SPIELBERG, Austria: Four months after the opening race was called off at the last minute, the Formula One season finally gets underway this weekend on another continent and in a different-looking world.
There will be no fans on hand at the remote Spielberg track in Austria, with the coronavirus still creating uncertainty over how many races can actually be held — and where.
That may not be the only unusual sight, as drivers are discussing whether to take the knee together on the grid before Sunday’s race in support of the Black Lives Matter movement. Defending F1 champion Lewis Hamilton has been an outspoken supporter of the movement and will be competing in an all-black Mercedes car — instead of the usual silver — as a statement against racism.
“It is so important that we seize this moment,” said Hamilton, the only Black driver to become F1 champion.
The truncated campaign kicks off with back-to-back races in Austria, as part of a hastily reworked schedule. It was meant to start nearly 10,000 miles (16,000 kilometers) away in the Australian city of Melbourne.
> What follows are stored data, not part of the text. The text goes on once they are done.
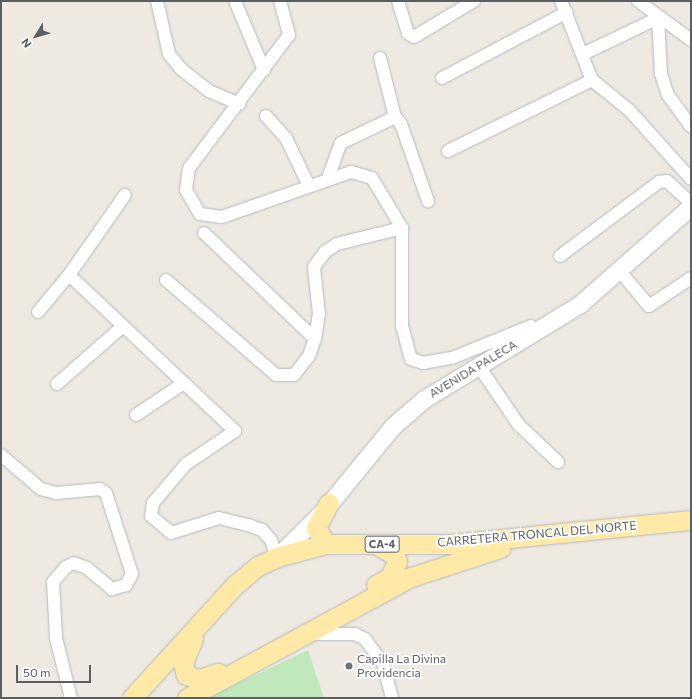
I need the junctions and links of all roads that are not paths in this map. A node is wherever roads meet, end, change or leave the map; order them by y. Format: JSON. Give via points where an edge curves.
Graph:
{"nodes":[{"id":1,"x":156,"y":1,"type":"edge"},
{"id":2,"x":235,"y":1,"type":"edge"},
{"id":3,"x":280,"y":1,"type":"edge"},
{"id":4,"x":398,"y":1,"type":"edge"},
{"id":5,"x":474,"y":1,"type":"edge"},
{"id":6,"x":638,"y":1,"type":"edge"},
{"id":7,"x":564,"y":6,"type":"edge"},
{"id":8,"x":658,"y":18,"type":"junction"},
{"id":9,"x":691,"y":40,"type":"edge"},
{"id":10,"x":583,"y":54,"type":"junction"},
{"id":11,"x":380,"y":58,"type":"dead end"},
{"id":12,"x":264,"y":70,"type":"junction"},
{"id":13,"x":442,"y":78,"type":"dead end"},
{"id":14,"x":592,"y":80,"type":"junction"},
{"id":15,"x":239,"y":104,"type":"junction"},
{"id":16,"x":266,"y":116,"type":"dead end"},
{"id":17,"x":395,"y":117,"type":"junction"},
{"id":18,"x":691,"y":127,"type":"edge"},
{"id":19,"x":448,"y":151,"type":"dead end"},
{"id":20,"x":328,"y":178,"type":"junction"},
{"id":21,"x":691,"y":179,"type":"edge"},
{"id":22,"x":309,"y":186,"type":"junction"},
{"id":23,"x":125,"y":195,"type":"dead end"},
{"id":24,"x":428,"y":202,"type":"dead end"},
{"id":25,"x":691,"y":205,"type":"edge"},
{"id":26,"x":402,"y":228,"type":"junction"},
{"id":27,"x":204,"y":233,"type":"dead end"},
{"id":28,"x":560,"y":256,"type":"dead end"},
{"id":29,"x":619,"y":270,"type":"junction"},
{"id":30,"x":68,"y":275,"type":"junction"},
{"id":31,"x":691,"y":278,"type":"edge"},
{"id":32,"x":166,"y":280,"type":"dead end"},
{"id":33,"x":580,"y":304,"type":"junction"},
{"id":34,"x":38,"y":312,"type":"dead end"},
{"id":35,"x":123,"y":326,"type":"junction"},
{"id":36,"x":315,"y":339,"type":"junction"},
{"id":37,"x":478,"y":365,"type":"junction"},
{"id":38,"x":184,"y":383,"type":"junction"},
{"id":39,"x":57,"y":384,"type":"dead end"},
{"id":40,"x":136,"y":415,"type":"dead end"},
{"id":41,"x":1,"y":455,"type":"edge"},
{"id":42,"x":558,"y":462,"type":"dead end"},
{"id":43,"x":329,"y":504,"type":"junction"},
{"id":44,"x":691,"y":520,"type":"edge"},
{"id":45,"x":691,"y":531,"type":"edge"},
{"id":46,"x":326,"y":544,"type":"junction"},
{"id":47,"x":374,"y":544,"type":"junction"},
{"id":48,"x":277,"y":557,"type":"junction"},
{"id":49,"x":198,"y":626,"type":"junction"},
{"id":50,"x":299,"y":635,"type":"junction"},
{"id":51,"x":269,"y":650,"type":"junction"},
{"id":52,"x":247,"y":664,"type":"junction"},
{"id":53,"x":71,"y":698,"type":"edge"},
{"id":54,"x":132,"y":698,"type":"edge"},
{"id":55,"x":187,"y":698,"type":"edge"},
{"id":56,"x":392,"y":698,"type":"edge"}],
"edges":[{"from":1,"to":15,"type":"street","via":[[169,54],[181,69],[197,83]]},
{"from":2,"to":12,"type":"street","via":[[247,38]]},
{"from":3,"to":12,"type":"street","via":[[289,35]]},
{"from":4,"to":5,"type":"street","via":[[408,33],[414,37]]},
{"from":6,"to":8,"type":"street"},
{"from":7,"to":10,"type":"street"},
{"from":7,"to":13,"type":"street"},
{"from":8,"to":9,"type":"street"},
{"from":8,"to":10,"type":"street"},
{"from":8,"to":18,"type":"street","via":[[661,74],[668,95]]},
{"from":10,"to":14,"type":"street"},
{"from":11,"to":17,"type":"street"},
{"from":12,"to":15,"type":"street"},
{"from":14,"to":19,"type":"street"},
{"from":14,"to":21,"type":"street","via":[[630,111]]},
{"from":15,"to":22,"type":"street","via":[[189,168],[186,190],[200,214],[222,217]]},
{"from":16,"to":22,"type":"street","via":[[286,138]]},
{"from":17,"to":20,"type":"street","via":[[341,142]]},
{"from":17,"to":24,"type":"street","via":[[401,124]]},
{"from":20,"to":22,"type":"street"},
{"from":20,"to":26,"type":"street","via":[[350,172],[372,178]]},
{"from":23,"to":30,"type":"street"},
{"from":25,"to":28,"type":"street","via":[[667,180],[659,182]]},
{"from":25,"to":29,"type":"main road","name":"AVENIDA PALECA"},
{"from":26,"to":33,"type":"street","via":[[402,326],[411,359],[423,363],[452,358]]},
{"from":26,"to":36,"type":"street","via":[[337,244],[325,252],[314,267],[319,314]]},
{"from":27,"to":36,"type":"street"},
{"from":29,"to":31,"type":"street","via":[[649,306]]},
{"from":29,"to":33,"type":"main road","name":"AVENIDA PALECA"},
{"from":30,"to":34,"type":"street"},
{"from":30,"to":35,"type":"street"},
{"from":32,"to":36,"type":"street","via":[[276,375],[294,375],[309,356]]},
{"from":33,"to":37,"type":"main road","name":"AVENIDA PALECA"},
{"from":35,"to":38,"type":"street"},
{"from":35,"to":39,"type":"street"},
{"from":37,"to":42,"type":"street","via":[[519,425]]},
{"from":37,"to":43,"type":"main road","name":"AVENIDA PALECA","via":[[424,398],[393,426]]},
{"from":38,"to":40,"type":"street"},
{"from":38,"to":48,"type":"street","via":[[236,430],[186,464],[153,503],[151,516],[171,533],[219,518],[248,525],[262,530],[271,540]]},
{"from":41,"to":53,"type":"street","via":[[41,489],[56,493],[100,489],[106,493],[132,574],[126,585],[112,589],[87,568],[74,563],[66,567],[53,582],[56,638]]},
{"from":43,"to":46,"type":"main road","via":[[316,528]]},
{"from":43,"to":48,"type":"main road","name":"AVENIDA PALECA"},
{"from":44,"to":47,"type":"main road","name":"CARRETERA TRONCAL DEL NORTE","number":"CA-4","via":[[450,544]]},
{"from":45,"to":50,"type":"main road","name":"CARRETERA TRONCAL DEL NORTE","via":[[561,540],[468,556],[411,577]]},
{"from":46,"to":47,"type":"main road","name":"CARRETERA TRONCAL DEL NORTE","number":"CA-4"},
{"from":46,"to":48,"type":"main road","name":"CARRETERA TRONCAL DEL NORTE","number":"CA-4"},
{"from":47,"to":51,"type":"main road","via":[[395,555],[396,567],[390,577],[314,620]]},
{"from":48,"to":49,"type":"main road","name":"CARRETERA TRONCAL DEL NORTE","number":"CA-4","via":[[249,572]]},
{"from":49,"to":52,"type":"main road","via":[[183,663],[189,678],[199,679]]},
{"from":49,"to":54,"type":"main road","name":"CARRETERA TRONCAL DEL NORTE","number":"CA-4"},
{"from":50,"to":51,"type":"main road","name":"CARRETERA TRONCAL DEL NORTE"},
{"from":50,"to":56,"type":"street","via":[[355,634],[365,639],[383,664]]},
{"from":51,"to":52,"type":"main road","name":"CARRETERA TRONCAL DEL NORTE"},
{"from":52,"to":55,"type":"main road","name":"CARRETERA TRONCAL DEL NORTE"}]}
But the fast-spreading impact of the coronavirus pandemic led to the Australian GP being canceled on March 13, two days before the scheduled race, while people were still queuing for the first practice sessions. Several other races, including the showcase Monaco GP, were also canceled.
A rescue package with eight European races squeezed into 10 weeks, culminating with the Italian GP on Sept. 6, was scrambled together. F1 still hopes to rearrange some of the postponed races in order to finish the season with 15-18 of the scheduled 22.
There will also be two consecutive races at the British GP. If the season continues beyond Europe, it will end with races in Bahrain and Abu Dhabi in December.
“We actually don’t even know the amount of races we are going to do,” McLaren and future Ferrari driver Carlos Sainz Jr. said. “It’s an unprecedented scenario.”
Spielberg’s Red Bull Ring, cut off from major towns or cities, offers a reassuringly secluded feel amid coronavirus fears.
But strict health and safety measures have been put into place.
Everyone entering the track, including a greatly reduced number of media representatives, must have tested negative for Covid-19 and further tests will be carried out every five days. F1 teams are not allowed to mingle with each other — on or off the track — and media have no access to F1’s paddock area.
Drivers would normally have faced a barrage of questions in a news conference room, but health requirements dictate that drivers hold news conferences via video link and with questions sent in advance.
And, of course, Spielberg’s 4.3-kilometer (2.7-mile) circuit will be largely empty. It is normally swarming with tents, camper vans, makeshift barbecues and tens of thousands of orange-shirted Max Verstappen fans.
The Red Bull driver, hugely popular back home in the Netherlands, has won the past two races here.
The track is among the shortest in F1 but also one of the most aggressive. Drivers spend about 72% of the time at full throttle, second only to Italy’s Monza track with 77%.
That’s perfectly suited to Verstappen’s bold and abrasive racing style. Last season he chased down the leading trio before making a typically brazen overtaking move on race leader Charles Leclerc’s Ferrari.
The 22-year-old Verstappen showed last season that he is closing the gap to Hamilton in terms of wheel-to-wheel driving. Red Bull’s car also made a considerable jump in speed, while Ferrari’s faded, and Verstappen is emerging as a major title threat to Hamilton.
The 35-year-old British driver is chasing a record-equaling seventh F1 title to equal Michael Schumacher’s record, and only needs to win eight more races to beat Schumacher’s mark of 91.
Aside from Verstappen and possibly Valtteri Bottas — Hamilton’s improving teammate at Mercedes — the other main challenger is Leclerc.
The 22-year-old Monaco driver is extremely quick and impressed observers in his first season at Ferrari with seven pole positions — two more than Hamilton — and two wins.
He is now Ferrari’s No. 1 ahead of four-time F1 champion Sebastian Vettel, whose star has faded after he wasted mid-season leads in 2017 and 2018 and lost those titles to Hamilton.
The German veteran is leaving at the end of the year after failing to agree on a new contract, and his future in F1 is uncertain.
Like so many other things this season.